> [ACTION ITEM]: Whenever a line in the data holds the string "junctions", copy that line.
(DATA UNDER STUDY Opens)
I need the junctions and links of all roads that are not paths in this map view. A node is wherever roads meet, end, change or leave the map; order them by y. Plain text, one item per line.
(DATA UNDER STUDY Closes)
(DATA UNDER STUDY Opens)
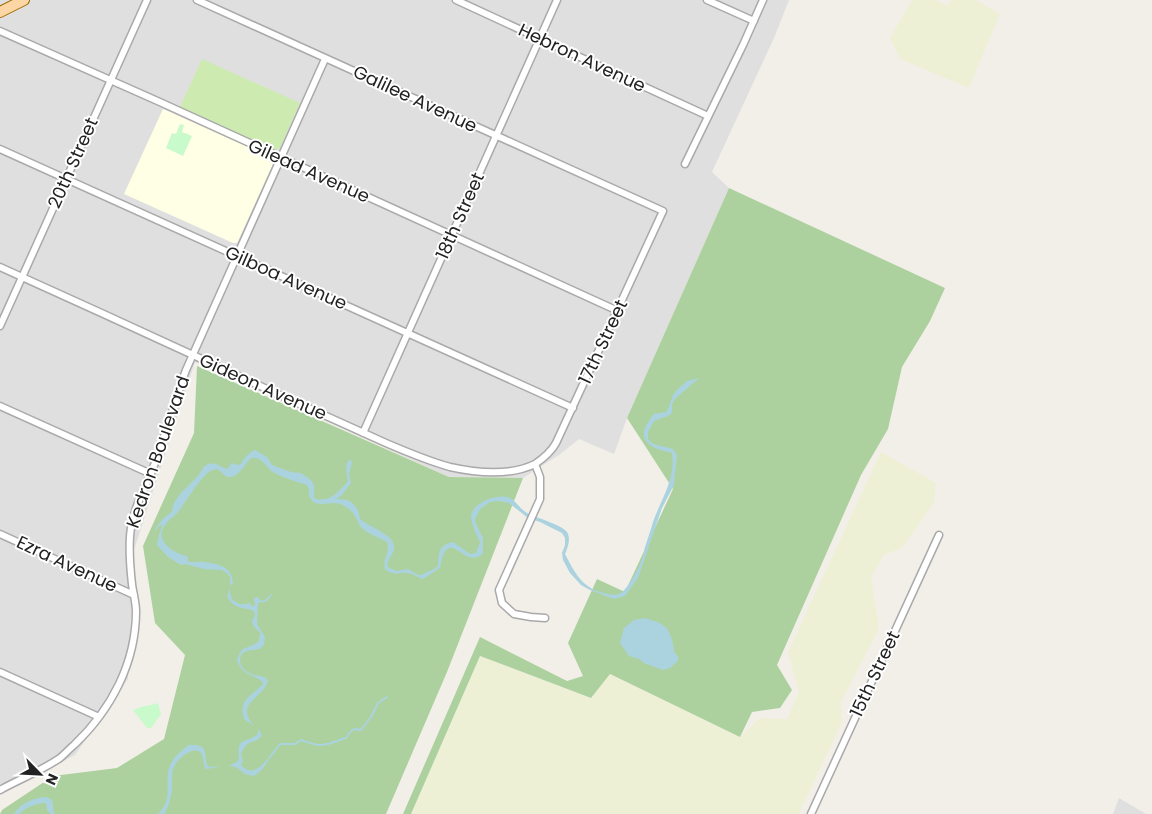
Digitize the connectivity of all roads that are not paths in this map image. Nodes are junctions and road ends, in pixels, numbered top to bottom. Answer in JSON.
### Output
(DATA UNDER STUDY Closes)
> [TASK RESPONSE]:
I need the junctions and links of all roads that are not paths in this map view. A node is wherever roads meet, end, change or leave the map; order them by y. Plain text, one item per line.
Digitize the connectivity of all roads that are not paths in this map image. Nodes are junctions and road ends, in pixels, numbered top to bottom. Answer in JSON.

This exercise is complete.